**WORK TO COMPLETE**
Use the entries below and reproduce exactly the lines from the one containing "index dip: (498, 356)" down to the one containing "pinky tip: (461, 363)", both of them included.

(Records drawn from a dataset)
-=-=-=-=-

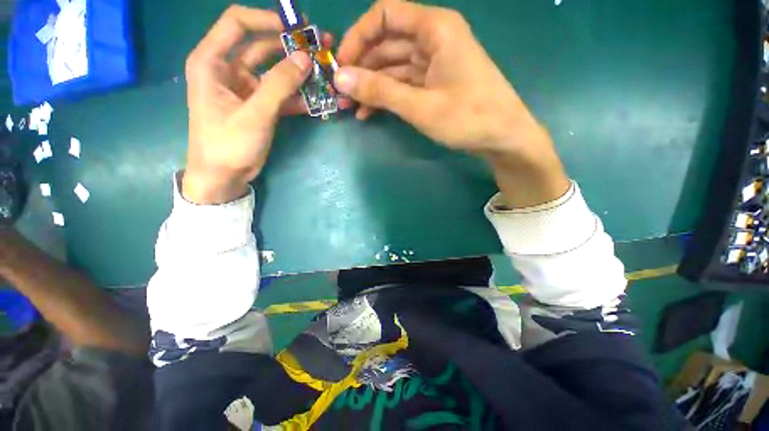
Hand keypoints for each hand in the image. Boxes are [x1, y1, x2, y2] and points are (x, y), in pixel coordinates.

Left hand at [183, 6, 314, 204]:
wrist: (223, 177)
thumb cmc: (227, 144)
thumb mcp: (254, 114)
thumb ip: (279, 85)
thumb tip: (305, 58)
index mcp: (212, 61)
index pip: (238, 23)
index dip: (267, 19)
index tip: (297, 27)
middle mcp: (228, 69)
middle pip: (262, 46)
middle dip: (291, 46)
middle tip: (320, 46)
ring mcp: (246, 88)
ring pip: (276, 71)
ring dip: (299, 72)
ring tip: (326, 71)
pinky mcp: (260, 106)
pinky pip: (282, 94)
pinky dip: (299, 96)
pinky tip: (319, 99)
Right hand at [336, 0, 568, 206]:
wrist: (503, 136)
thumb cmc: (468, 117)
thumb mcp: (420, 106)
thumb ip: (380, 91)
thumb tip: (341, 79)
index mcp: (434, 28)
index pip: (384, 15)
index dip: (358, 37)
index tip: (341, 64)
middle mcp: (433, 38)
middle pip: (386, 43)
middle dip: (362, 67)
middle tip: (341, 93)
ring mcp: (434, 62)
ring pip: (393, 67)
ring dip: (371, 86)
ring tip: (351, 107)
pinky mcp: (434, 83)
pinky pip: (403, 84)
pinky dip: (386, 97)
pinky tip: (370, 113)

-=-=-=-=-

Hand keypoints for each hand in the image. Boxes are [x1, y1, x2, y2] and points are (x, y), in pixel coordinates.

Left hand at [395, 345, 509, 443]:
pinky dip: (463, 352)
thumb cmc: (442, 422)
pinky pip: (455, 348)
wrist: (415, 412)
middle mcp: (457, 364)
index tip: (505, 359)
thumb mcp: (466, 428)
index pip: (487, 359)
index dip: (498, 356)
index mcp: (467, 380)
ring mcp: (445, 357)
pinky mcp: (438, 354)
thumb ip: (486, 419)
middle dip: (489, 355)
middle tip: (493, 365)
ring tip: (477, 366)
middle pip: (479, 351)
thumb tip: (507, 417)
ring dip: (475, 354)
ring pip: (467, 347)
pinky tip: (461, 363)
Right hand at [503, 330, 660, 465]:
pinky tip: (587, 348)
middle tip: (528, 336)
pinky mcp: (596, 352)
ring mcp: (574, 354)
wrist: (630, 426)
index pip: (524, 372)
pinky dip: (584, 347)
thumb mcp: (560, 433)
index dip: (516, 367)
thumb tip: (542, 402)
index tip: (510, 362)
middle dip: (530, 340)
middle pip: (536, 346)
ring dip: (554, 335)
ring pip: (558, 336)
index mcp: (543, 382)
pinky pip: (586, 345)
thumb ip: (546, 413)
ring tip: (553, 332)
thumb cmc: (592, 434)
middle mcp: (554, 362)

-=-=-=-=-

**RESPONSE TO THIS TASK**
index dip: (498, 356)
index mcp: (467, 380)
ring mcp: (445, 357)
pinky mcp: (438, 354)
thumb ip: (486, 419)
middle dip: (489, 355)
middle tip: (493, 365)
ring tip: (477, 366)
middle pip: (479, 351)
thumb tip: (507, 417)
ring dip: (475, 354)
ring pip: (467, 347)
pinky tip: (461, 363)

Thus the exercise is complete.